■ Task goal: An exact repetition of the data below, without images, is the expected answer.

** Input for this task follows **

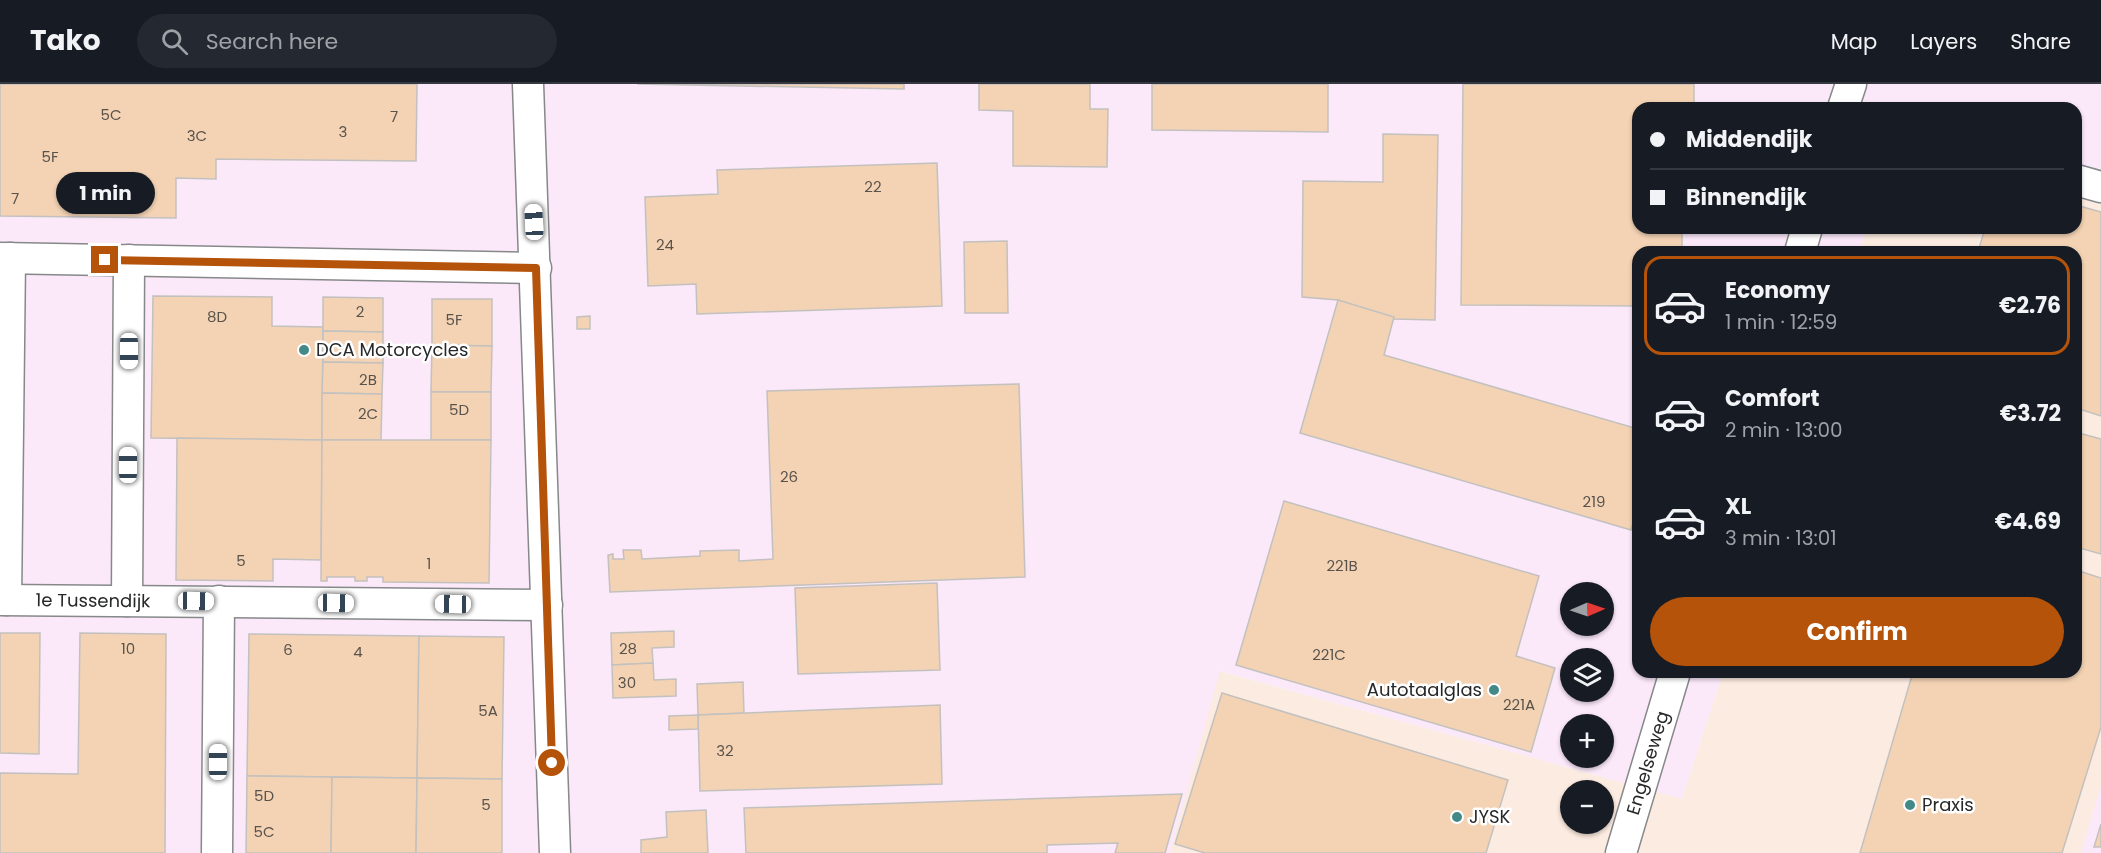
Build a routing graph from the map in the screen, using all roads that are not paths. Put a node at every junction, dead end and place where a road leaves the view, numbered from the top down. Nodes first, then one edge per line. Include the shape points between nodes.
1 (528, 84) edge
2 (1851, 84) edge
3 (1845, 102) edge
4 (2082, 182) edge
5 (2101, 187) edge
6 (5, 258) edge
7 (129, 260) junction
8 (536, 268) junction
9 (3, 600) edge
10 (127, 601) junction
11 (219, 602) junction
12 (547, 605) junction
13 (1673, 678) edge
14 (217, 853) edge
15 (555, 853) edge
16 (1620, 853) edge

1 - 8 street
2 - 3 street
4 - 5 street
6 - 7 street
6 - 9 street
7 - 8 street
7 - 10 street
8 - 12 street
9 - 10 street, 1e Tussendijk
10 - 11 street, 1e Tussendijk
11 - 12 street, 1e Tussendijk
11 - 14 street
12 - 15 street
13 - 16 street, Engelseweg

** End of Input for this task **

■ Expected answer:
Build a routing graph from the map in the screen, using all roads that are not paths. Put a node at every junction, dead end and place where a road leaves the view, numbered from the top down. Nodes first, then one edge per line. Include the shape points between nodes.
1 (528, 84) edge
2 (1851, 84) edge
3 (1845, 102) edge
4 (2082, 182) edge
5 (2101, 187) edge
6 (5, 258) edge
7 (129, 260) junction
8 (536, 268) junction
9 (3, 600) edge
10 (127, 601) junction
11 (219, 602) junction
12 (547, 605) junction
13 (1673, 678) edge
14 (217, 853) edge
15 (555, 853) edge
16 (1620, 853) edge

1 - 8 street
2 - 3 street
4 - 5 street
6 - 7 street
6 - 9 street
7 - 8 street
7 - 10 street
8 - 12 street
9 - 10 street, 1e Tussendijk
10 - 11 street, 1e Tussendijk
11 - 12 street, 1e Tussendijk
11 - 14 street
12 - 15 street
13 - 16 street, Engelseweg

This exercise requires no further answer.